Individuals mentioned by Carter:

-“Alec” is most likely Private Alexander S. McGregor, Company C, 2nd Georgia Battalion. His own pension application states he received a gunshot wound on July 2, requiring amputation of one finger and part of his thumb. His service record indicates he was captured at Greencastle, Pennsylvania on July 5, which would have been by a Federal cavalry raid on the wagon train of wounded; he was exchanged on July 31. He afterwards served as a courier. (Georgia Virtual Vault, Confederate Pension Applications, Bibb County; Compiled Service Records, Fold3)

-Private Charles S. Annis, Company D, 3rd Georgia. Annis received a gunshot wound in his left shoulder at Gettysburg and was admitted to Jackson Hospital in Richmond on August 5, 1863, receiving a furlough for 40 days on August 8. (Compiled Service Records, Fold3).
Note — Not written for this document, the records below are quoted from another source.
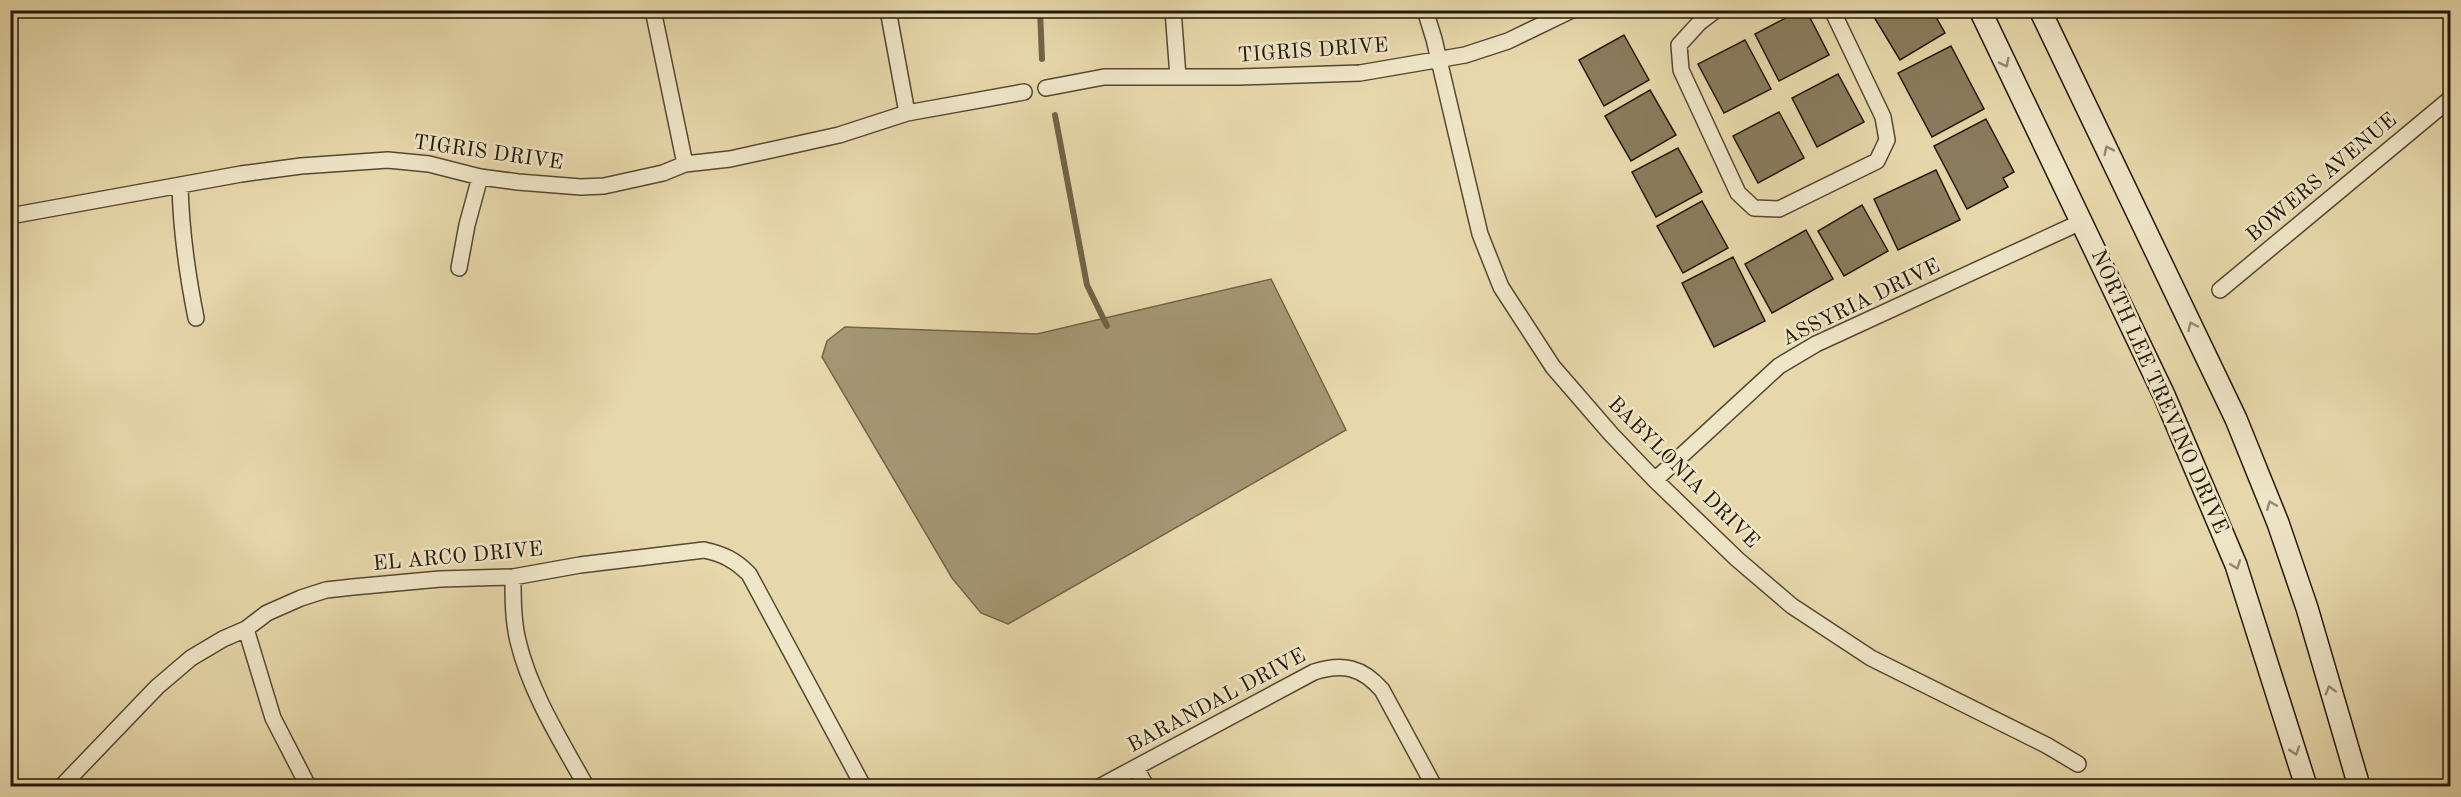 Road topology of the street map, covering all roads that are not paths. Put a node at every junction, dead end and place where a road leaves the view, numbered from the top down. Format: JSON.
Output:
{"nodes":[{"id":1,"x":653,"y":10,"type":"edge"},
{"id":2,"x":888,"y":10,"type":"edge"},
{"id":3,"x":1173,"y":10,"type":"edge"},
{"id":4,"x":1425,"y":10,"type":"edge"},
{"id":5,"x":1572,"y":10,"type":"edge"},
{"id":6,"x":1716,"y":10,"type":"edge"},
{"id":7,"x":1832,"y":10,"type":"edge"},
{"id":8,"x":1980,"y":10,"type":"edge"},
{"id":9,"x":2040,"y":10,"type":"edge"},
{"id":10,"x":1439,"y":60,"type":"junction"},
{"id":11,"x":1178,"y":77,"type":"junction"},
{"id":12,"x":1046,"y":88,"type":"dead end"},
{"id":13,"x":1024,"y":92,"type":"dead end"},
{"id":14,"x":2451,"y":99,"type":"edge"},
{"id":15,"x":908,"y":114,"type":"junction"},
{"id":16,"x":685,"y":164,"type":"junction"},
{"id":17,"x":480,"y":177,"type":"junction"},
{"id":18,"x":180,"y":185,"type":"junction"},
{"id":19,"x":10,"y":216,"type":"edge"},
{"id":20,"x":2081,"y":222,"type":"junction"},
{"id":21,"x":459,"y":268,"type":"dead end"},
{"id":22,"x":2220,"y":290,"type":"dead end"},
{"id":23,"x":196,"y":318,"type":"dead end"},
{"id":24,"x":1655,"y":480,"type":"junction"},
{"id":25,"x":513,"y":577,"type":"junction"},
{"id":26,"x":246,"y":629,"type":"junction"},
{"id":27,"x":2078,"y":764,"type":"dead end"},
{"id":28,"x":1136,"y":768,"type":"junction"},
{"id":29,"x":62,"y":786,"type":"edge"},
{"id":30,"x":308,"y":786,"type":"edge"},
{"id":31,"x":586,"y":786,"type":"edge"},
{"id":32,"x":863,"y":786,"type":"edge"},
{"id":33,"x":1101,"y":786,"type":"edge"},
{"id":34,"x":1146,"y":786,"type":"edge"},
{"id":35,"x":1434,"y":786,"type":"edge"},
{"id":36,"x":2306,"y":786,"type":"edge"},
{"id":37,"x":2360,"y":786,"type":"edge"}],
"edges":[{"from":1,"to":16,"type":"street"},
{"from":2,"to":15,"type":"street"},
{"from":3,"to":11,"type":"street"},
{"from":4,"to":10,"type":"street","name":"BABYLONIA DRIVE"},
{"from":5,"to":10,"type":"street","name":"TIGRIS DRIVE"},
{"from":6,"to":7,"type":"street"},
{"from":8,"to":20,"type":"main road","name":"NORTH LEE TREVINO DRIVE","one_way":true},
{"from":37,"to":9,"type":"main road","one_way":true},
{"from":10,"to":11,"type":"street","name":"TIGRIS DRIVE"},
{"from":10,"to":24,"type":"street","name":"BABYLONIA DRIVE"},
{"from":11,"to":12,"type":"street","name":"TIGRIS DRIVE"},
{"from":13,"to":15,"type":"street","name":"TIGRIS DRIVE"},
{"from":14,"to":22,"type":"street","name":"BOWERS AVENUE"},
{"from":15,"to":16,"type":"street","name":"TIGRIS DRIVE"},
{"from":16,"to":17,"type":"street","name":"TIGRIS DRIVE"},
{"from":17,"to":18,"type":"street","name":"TIGRIS DRIVE"},
{"from":17,"to":21,"type":"street"},
{"from":18,"to":19,"type":"street","name":"TIGRIS DRIVE"},
{"from":18,"to":23,"type":"street"},
{"from":20,"to":24,"type":"street","name":"ASSYRIA DRIVE"},
{"from":20,"to":36,"type":"main road","name":"NORTH LEE TREVINO DRIVE","one_way":true},
{"from":24,"to":27,"type":"street","name":"BABYLONIA DRIVE"},
{"from":25,"to":26,"type":"street","name":"EL ARCO DRIVE"},
{"from":25,"to":31,"type":"street"},
{"from":25,"to":32,"type":"street","name":"EL ARCO DRIVE"},
{"from":26,"to":29,"type":"street","name":"EL ARCO DRIVE"},
{"from":26,"to":30,"type":"street"},
{"from":28,"to":33,"type":"street","name":"BARANDAL DRIVE"},
{"from":28,"to":34,"type":"street"},
{"from":28,"to":35,"type":"street","name":"BARANDAL DRIVE"}]}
-I am unable to identify a candidate for William Bullard. A “Lieutenant Bullard” of Georgia, unit unknown, was buried on the field in an unknown location.

-“Gus” Tuggle is presumably Private Augustus W. Tuggle, Company C, 3rd Georgia.

Other comments:

Carter is the first to give an accurate strength count of the 2nd Georgia Battalion going into the battle – 140 men, which could mean either “guns,” or else officers and enlisted men combined. Contrast it with Busey and Martin’s Regimental Strengths and Losses, estimating 16 officers and 157 enlisted men actually engaged. Carter’s mention of 89 casualties is not far off from Busey and Martin’s tally of 82 casualties. Slight injuries, like Carter’s own from an artillery fragment, are not even recorded, which might help account for the difference.
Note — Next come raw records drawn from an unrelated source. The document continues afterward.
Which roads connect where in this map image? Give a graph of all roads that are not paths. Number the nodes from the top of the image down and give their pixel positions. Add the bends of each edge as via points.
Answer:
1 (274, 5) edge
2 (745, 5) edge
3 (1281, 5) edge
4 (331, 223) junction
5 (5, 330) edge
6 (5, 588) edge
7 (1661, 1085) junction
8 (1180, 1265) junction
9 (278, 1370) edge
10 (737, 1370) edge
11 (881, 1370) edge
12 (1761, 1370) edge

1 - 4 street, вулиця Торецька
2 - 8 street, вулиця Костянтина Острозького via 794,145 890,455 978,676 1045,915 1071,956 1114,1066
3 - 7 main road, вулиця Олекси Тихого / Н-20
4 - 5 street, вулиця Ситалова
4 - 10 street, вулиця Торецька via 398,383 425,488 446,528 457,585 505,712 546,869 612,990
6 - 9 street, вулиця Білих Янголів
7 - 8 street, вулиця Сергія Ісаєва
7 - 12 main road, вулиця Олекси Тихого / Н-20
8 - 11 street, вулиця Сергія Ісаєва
Carter, like others from Wright’s brigade, appears to overestimate the number of Federal cannon taken. The brigade temporarily captured one gun from Battery B, 1st Rhode Island and three more from Battery C, 5th U.S. Artillery, while soon asserting control over three additional pieces of the latter battery. But he might have seen other guns being driven off the field, such as the remaining five guns of Battery B, 1st Rhode Island, and at least a section of F/K, 3rd U.S. Artillery, so perhaps Brig. Gen. Wright and his other soldiers were not so far off the mark as is often supposed.
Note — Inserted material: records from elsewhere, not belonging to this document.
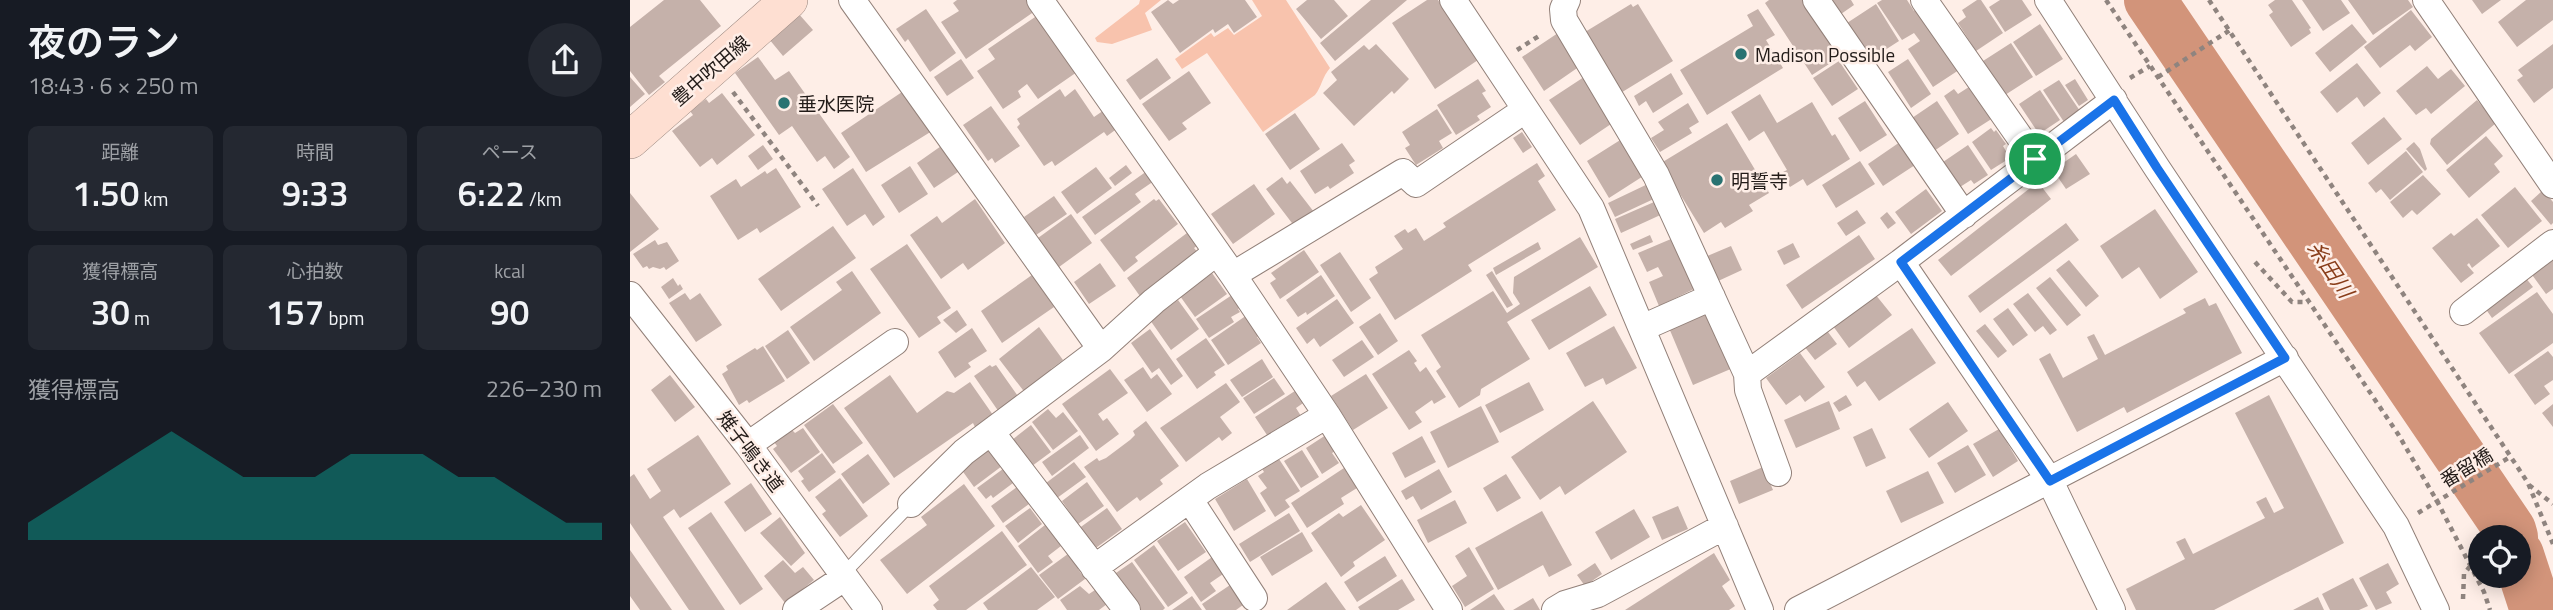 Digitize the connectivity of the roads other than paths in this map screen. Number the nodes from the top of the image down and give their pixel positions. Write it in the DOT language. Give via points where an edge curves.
graph roads {
  1 [pos="789,0"];
  2 [pos="852,0"];
  3 [pos="1040,0"];
  4 [pos="1453,0"];
  5 [pos="1816,0"];
  6 [pos="1924,0"];
  7 [pos="2048,0"];
  8 [pos="2426,0"];
  9 [pos="1565,10"];
  10 [pos="2120,90"];
  11 [pos="1525,110"];
  12 [pos="630,140"];
  13 [pos="2035,159"];
  14 [pos="2553,185"];
  15 [pos="1964,215"];
  16 [pos="2553,243"];
  17 [pos="1217,253"];
  18 [pos="1901,262"];
  19 [pos="1233,275"];
  20 [pos="630,295"];
  21 [pos="1712,297"];
  22 [pos="2463,312"];
  23 [pos="1642,328"];
  24 [pos="895,342"];
  25 [pos="1101,349"];
  26 [pos="2285,358"];
  27 [pos="1747,374"];
  28 [pos="1327,415"];
  29 [pos="990,432"];
  30 [pos="748,445"];
  31 [pos="1778,474"];
  32 [pos="2050,481"];
  33 [pos="1190,500"];
  34 [pos="911,504"];
  35 [pos="1725,526"];
  36 [pos="1094,568"];
  37 [pos="844,578"];
  38 [pos="1254,598"];
  39 [pos="796,610"];
  40 [pos="869,610"];
  41 [pos="1127,610"];
  42 [pos="1449,610"];
  43 [pos="1555,610"];
  44 [pos="1760,610"];
  45 [pos="1798,610"];
  46 [pos="2112,610"];
  47 [pos="2437,610"];
  1 -- 12 [label="main road, 豊中吹田線"];
  2 -- 25 [label="street"];
  3 -- 17 [label="street"];
  4 -- 11 [label="street"];
  5 -- 15 [label="street"];
  6 -- 13 [label="street"];
  7 -- 10 [label="street"];
  8 -- 14 [label="street"];
  9 -- 21 [label="street" via="1656,175"];
  10 -- 13 [label="street"];
  10 -- 26 [label="street" via="2157,168"];
  11 -- 19 [label="street" via="1416,184 1403,172"];
  11 -- 23 [label="street" via="1591,208"];
  13 -- 15 [label="street"];
  15 -- 18 [label="street"];
  16 -- 22 [label="street"];
  17 -- 19 [label="street"];
  17 -- 25 [label="street"];
  18 -- 27 [label="street"];
  18 -- 32 [label="street"];
  19 -- 28 [label="street"];
  20 -- 30 [label="street, 雉子鳴き道"];
  21 -- 23 [label="street"];
  21 -- 27 [label="street"];
  23 -- 35 [label="street"];
  24 -- 30 [label="street"];
  25 -- 29 [label="street"];
  26 -- 32 [label="street"];
  26 -- 47 [label="street" via="2396,526"];
  27 -- 31 [label="street" via="1748,390"];
  28 -- 33 [label="street"];
  28 -- 42 [label="street"];
  29 -- 34 [label="street"];
  29 -- 36 [label="street"];
  30 -- 37 [label="street, 雉子鳴き道"];
  32 -- 45 [label="street"];
  32 -- 46 [label="street"];
  33 -- 36 [label="street"];
  33 -- 38 [label="street"];
  34 -- 37 [label="lane"];
  35 -- 43 [label="street" via="1598,594"];
  35 -- 44 [label="street"];
  36 -- 41 [label="street"];
  37 -- 39 [label="street"];
  37 -- 40 [label="street, 雉子鳴き道"];
}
Carter’s other letters, in the same pension application:
-June 20, 1862 (Camp Walker, near Richmond)
-January 9, 1863.
-May 26, 1863 (camp near Guinea Station)
-August 30, 1863 (camp near Orange Courthouse
-October 3, 1863 (camp near Robison Ford, Virginia
-February 4, 1864 (camp near Madison Station)
-February 6, 1864 (camp near Madison Station)
-May 20, 1864 (in line of battle near Spotsylvania Courthouse)
-May 31, 1864 (near Mechanicsville)
-August 4, 1864 (Petersburg)
-September 27, 1864 (Petersburg)
-February 9, 1865 (camp at Petersburg)
-February 10, 186- [5 or 4?]

See them all at: Georgia Virtual Vault, Confederate Pension Applications, Newton County, Mrs. S. E. Carter, https://vault.georgiaarchives.org/digital/collection/TestApps/id/163023/rec/79
 

rpkennedy

Lt. Colonel
Member of the Year
Joined
May 18, 2011
Location
Carlisle, PA
-I am unable to identify a candidate for William Bullard. A “Lieutenant Bullard” of Georgia, unit unknown, was buried on the field in an unknown location.
There was a William T. Bullard in Company D, 3rd Georgia. He enlisted as a private on June 22, 1861, was slightly wounded at Chancellorsville on May 3 and was wounded and captured at Gettysburg. He was exchanged on February 21, 1865.

Ryan
 

Tom Elmore

1st Lieutenant
Member of the Year
Joined
Jan 16, 2015
There was a William T. Bullard in Company D, 3rd Georgia. He enlisted as a private on June 22, 1861, was slightly wounded at Chancellorsville on May 3 and was wounded and captured at Gettysburg. He was exchanged on February 21, 1865.

Ryan
I see Busey and Busey's Confederate Casualties at Gettysburg has the spelling as Ballard, and looking again at Carter's handwriting, that "u" might be an "a."